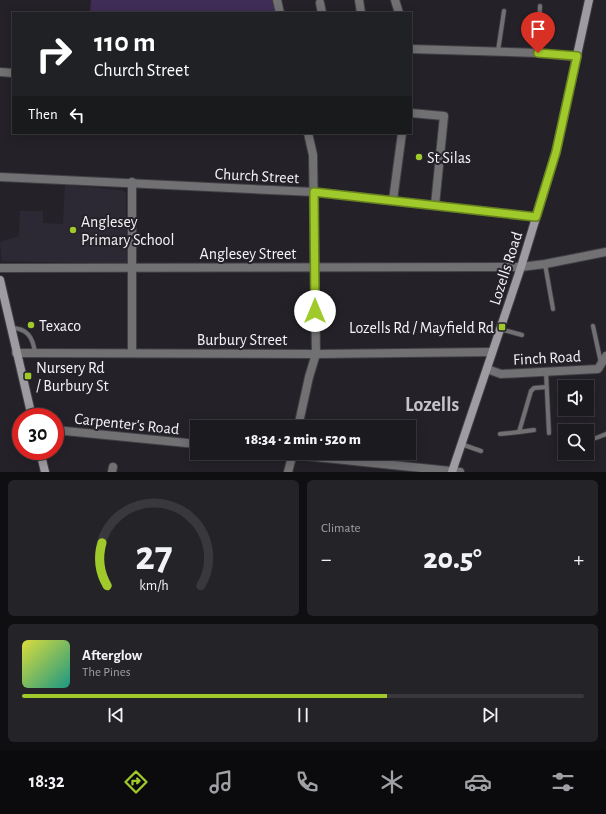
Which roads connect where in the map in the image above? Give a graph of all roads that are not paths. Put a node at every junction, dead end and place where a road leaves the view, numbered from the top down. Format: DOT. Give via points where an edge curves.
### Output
graph roads {
  1 [pos="277,0"];
  2 [pos="359,0"];
  3 [pos="395,0"];
  4 [pos="589,0"];
  5 [pos="320,3"];
  6 [pos="540,6"];
  7 [pos="504,11"];
  8 [pos="280,12"];
  9 [pos="322,12"];
  10 [pos="361,12"];
  11 [pos="398,12"];
  12 [pos="412,50"];
  13 [pos="498,52"];
  14 [pos="538,53"];
  15 [pos="577,56"];
  16 [pos="0,72"];
  17 [pos="12,73"];
  18 [pos="412,113"];
  19 [pos="308,134"];
  20 [pos="402,134"];
  21 [pos="0,178"];
  22 [pos="132,182"];
  23 [pos="314,192"];
  24 [pos="393,200"];
  25 [pos="435,205"];
  26 [pos="536,217"];
  27 [pos="606,252"];
  28 [pos="545,264"];
  29 [pos="131,267"];
  30 [pos="521,267"];
  31 [pos="0,268"];
  32 [pos="315,268"];
  33 [pos="0,280"];
  34 [pos="2,294"];
  35 [pos="553,309"];
  36 [pos="593,326"];
  37 [pos="11,328"];
  38 [pos="500,329"];
  39 [pos="522,335"];
  40 [pos="35,352"];
  41 [pos="132,352"];
  42 [pos="492,352"];
  43 [pos="16,353"];
  44 [pos="316,354"];
  45 [pos="606,356"];
  46 [pos="604,367"];
  47 [pos="487,369"];
  48 [pos="546,372"];
  49 [pos="546,387"];
  50 [pos="30,408"];
  51 [pos="300,420"];
  52 [pos="534,430"];
  53 [pos="64,431"];
  54 [pos="519,432"];
  55 [pos="549,433"];
  56 [pos="500,434"];
  57 [pos="606,434"];
  58 [pos="596,438"];
  59 [pos="190,443"];
  60 [pos="462,444"];
  61 [pos="481,451"];
  62 [pos="42,460"];
  63 [pos="291,460"];
  64 [pos="350,460"];
  65 [pos="455,471"];
  66 [pos="44,472"];
  67 [pos="288,472"];
  1 -- 8 [label="street"];
  2 -- 10 [label="street"];
  3 -- 11 [label="street"];
  4 -- 15 [label="main road, Lozells Road"];
  5 -- 9 [label="street"];
  6 -- 14 [label="lane"];
  7 -- 13 [label="lane"];
  12 -- 13 [label="street"];
  13 -- 14 [label="street"];
  14 -- 15 [label="street"];
  15 -- 26 [label="main road, Lozells Road" via="556,152"];
  16 -- 17 [label="street"];
  18 -- 25 [label="street" via="444,116"];
  19 -- 23 [label="street" via="313,155"];
  20 -- 24 [label="street"];
  21 -- 22 [label="street, Church Street"];
  22 -- 23 [label="street, Church Street"];
  22 -- 29 [label="street"];
  23 -- 24 [label="street, Church Street"];
  23 -- 32 [label="street"];
  24 -- 25 [label="street, Church Street"];
  25 -- 26 [label="street, Church Street"];
  26 -- 30 [label="main road, Lozells Road"];
  27 -- 28 [label="street, Anglesey Street"];
  28 -- 30 [label="street, Anglesey Street"];
  28 -- 35 [label="lane"];
  29 -- 31 [label="street, Anglesey Street"];
  29 -- 32 [label="street, Anglesey Street"];
  29 -- 41 [label="street"];
  30 -- 32 [label="street, Anglesey Street"];
  30 -- 38 [label="main road, Lozells Road"];
  32 -- 44 [label="street"];
  33 -- 34 [label="main road"];
  34 -- 37 [label="main road"];
  36 -- 46 [label="lane"];
  37 -- 40 [label="lane" via="20,328 31,336"];
  37 -- 43 [label="main road"];
  38 -- 39 [label="lane"];
  38 -- 42 [label="main road, Lozells Road"];
  40 -- 41 [label="street, Burbury Street"];
  40 -- 43 [label="street, Burbury Street"];
  41 -- 44 [label="street, Burbury Street"];
  42 -- 44 [label="street, Burbury Street"];
  42 -- 47 [label="main road, Lozells Road"];
  43 -- 50 [label="main road"];
  44 -- 51 [label="street"];
  45 -- 46 [label="street"];
  46 -- 48 [label="street, Finch Road"];
  47 -- 48 [label="street, Finch Road" via="501,374"];
  47 -- 60 [label="main road, Lozells Road"];
  48 -- 49 [label="lane"];
  49 -- 54 [label="lane" via="534,388 531,392"];
  49 -- 55 [label="lane"];
  52 -- 54 [label="lane"];
  53 -- 59 [label="street, Carpenter's Road"];
  54 -- 56 [label="lane"];
  57 -- 58 [label="lane"];
  60 -- 61 [label="lane"];
  60 -- 65 [label="main road, Lozells Road"];
  62 -- 66 [label="main road"];
  63 -- 67 [label="street"];
  64 -- 65 [label="street"];
}
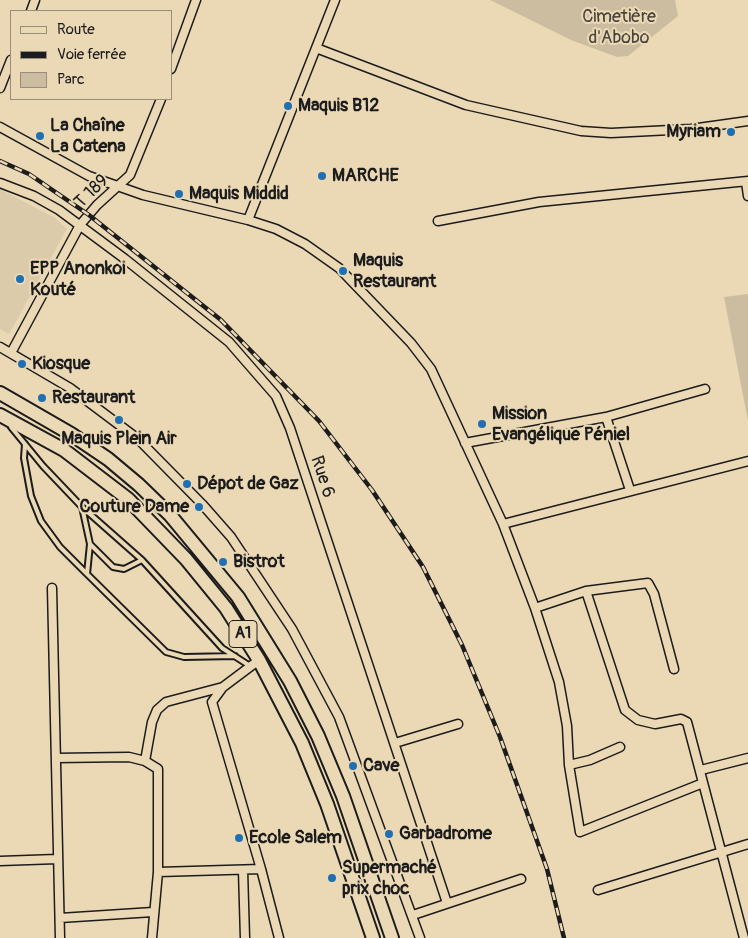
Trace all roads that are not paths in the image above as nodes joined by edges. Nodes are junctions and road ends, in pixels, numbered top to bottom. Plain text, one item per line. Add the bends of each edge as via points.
1 (196, 0) edge
2 (335, 0) edge
3 (316, 48) junction
4 (10, 63) edge
5 (172, 66) edge
6 (0, 88) edge
7 (160, 100) edge
8 (748, 121) edge
9 (0, 127) edge
10 (747, 182) edge
11 (0, 183) edge
12 (120, 186) junction
13 (748, 196) edge
14 (248, 220) junction
15 (438, 221) dead end
16 (80, 225) junction
17 (0, 347) edge
18 (11, 353) junction
19 (705, 390) dead end
20 (0, 393) edge
21 (2, 416) edge
22 (606, 417) junction
23 (26, 444) junction
24 (465, 444) junction
25 (748, 461) edge
26 (630, 490) junction
27 (82, 507) junction
28 (503, 524) junction
29 (90, 544) junction
30 (142, 560) junction
31 (87, 574) junction
32 (52, 588) dead end
33 (586, 592) junction
34 (535, 608) junction
35 (235, 656) junction
36 (255, 663) junction
37 (674, 669) dead end
38 (223, 687) junction
39 (458, 724) dead end
40 (395, 743) junction
41 (620, 747) dead end
42 (56, 758) junction
43 (748, 758) edge
44 (145, 761) junction
45 (569, 765) junction
46 (701, 770) junction
47 (703, 783) junction
48 (748, 844) edge
49 (721, 851) junction
50 (57, 860) junction
51 (0, 861) edge
52 (261, 869) junction
53 (244, 870) junction
54 (158, 872) junction
55 (521, 879) dead end
56 (598, 890) dead end
57 (447, 903) junction
58 (153, 912) junction
59 (413, 915) junction
60 (60, 918) junction
61 (60, 938) edge
62 (152, 938) edge
63 (245, 938) edge
64 (279, 938) edge
65 (373, 938) edge
66 (392, 938) edge
67 (420, 938) edge
68 (744, 938) edge

1 - 5 street
2 - 3 street
3 - 8 street via 466,105 581,131 611,133 691,129
3 - 14 street
4 - 6 street
7 - 12 street, T 189 via 130,175
9 - 12 street via 89,176
10 - 13 street
10 - 15 street via 539,202
11 - 16 street, Rue 6 via 34,196
12 - 14 street via 143,195
12 - 16 street, T 189
14 - 24 street via 276,229 339,268 411,343 431,369
16 - 18 street, T 189
16 - 40 street, Rue 6 via 229,342 276,396 290,428
17 - 18 street
18 - 59 street via 70,388 138,439 231,537 292,629 339,717
19 - 22 street
20 - 66 main road, A1 via 71,434 140,484 176,521 238,597 290,680 318,736 343,796
21 - 23 lane
21 - 36 main road, A1 via 64,450 128,499 226,608
22 - 24 street
22 - 26 street
23 - 27 lane
23 - 31 lane via 24,458 31,496 41,521 60,547
24 - 28 street
25 - 26 street
26 - 28 street
27 - 29 lane
27 - 30 lane
28 - 34 street
29 - 30 lane via 117,569
29 - 31 lane
30 - 35 lane via 222,648
31 - 35 lane via 166,652 184,657
32 - 42 street
33 - 34 street
33 - 37 street via 648,583 654,594
33 - 46 street via 624,710 638,720 655,724 682,719 687,722
34 - 45 street via 561,691
35 - 36 lane
36 - 38 street
36 - 65 main road, A1 via 302,743 327,804
38 - 44 street via 166,702 157,710
38 - 52 street via 215,696 213,708
39 - 40 street
40 - 57 street, Rue 6
41 - 45 street
42 - 44 street via 111,756
42 - 50 street
43 - 46 street
44 - 54 street via 158,769 159,776
45 - 47 street via 580,832
46 - 47 street
47 - 49 street
48 - 49 street
49 - 56 street
49 - 68 street
50 - 51 street
50 - 60 street
52 - 53 street
52 - 64 street
53 - 54 street
53 - 63 street
54 - 58 street
55 - 57 street
57 - 59 street
58 - 60 street
58 - 62 street
59 - 67 street
60 - 61 street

──────

:: ACTION ITEM ::
Lines of the listing above that hold the string "Lozells" should each be copied.

:: TASK SOLUTION ::
  4 -- 15 [label="main road, Lozells Road"];
  15 -- 26 [label="main road, Lozells Road" via="556,152"];
  26 -- 30 [label="main road, Lozells Road"];
  30 -- 38 [label="main road, Lozells Road"];
  38 -- 42 [label="main road, Lozells Road"];
  42 -- 47 [label="main road, Lozells Road"];
  47 -- 60 [label="main road, Lozells Road"];
  60 -- 65 [label="main road, Lozells Road"];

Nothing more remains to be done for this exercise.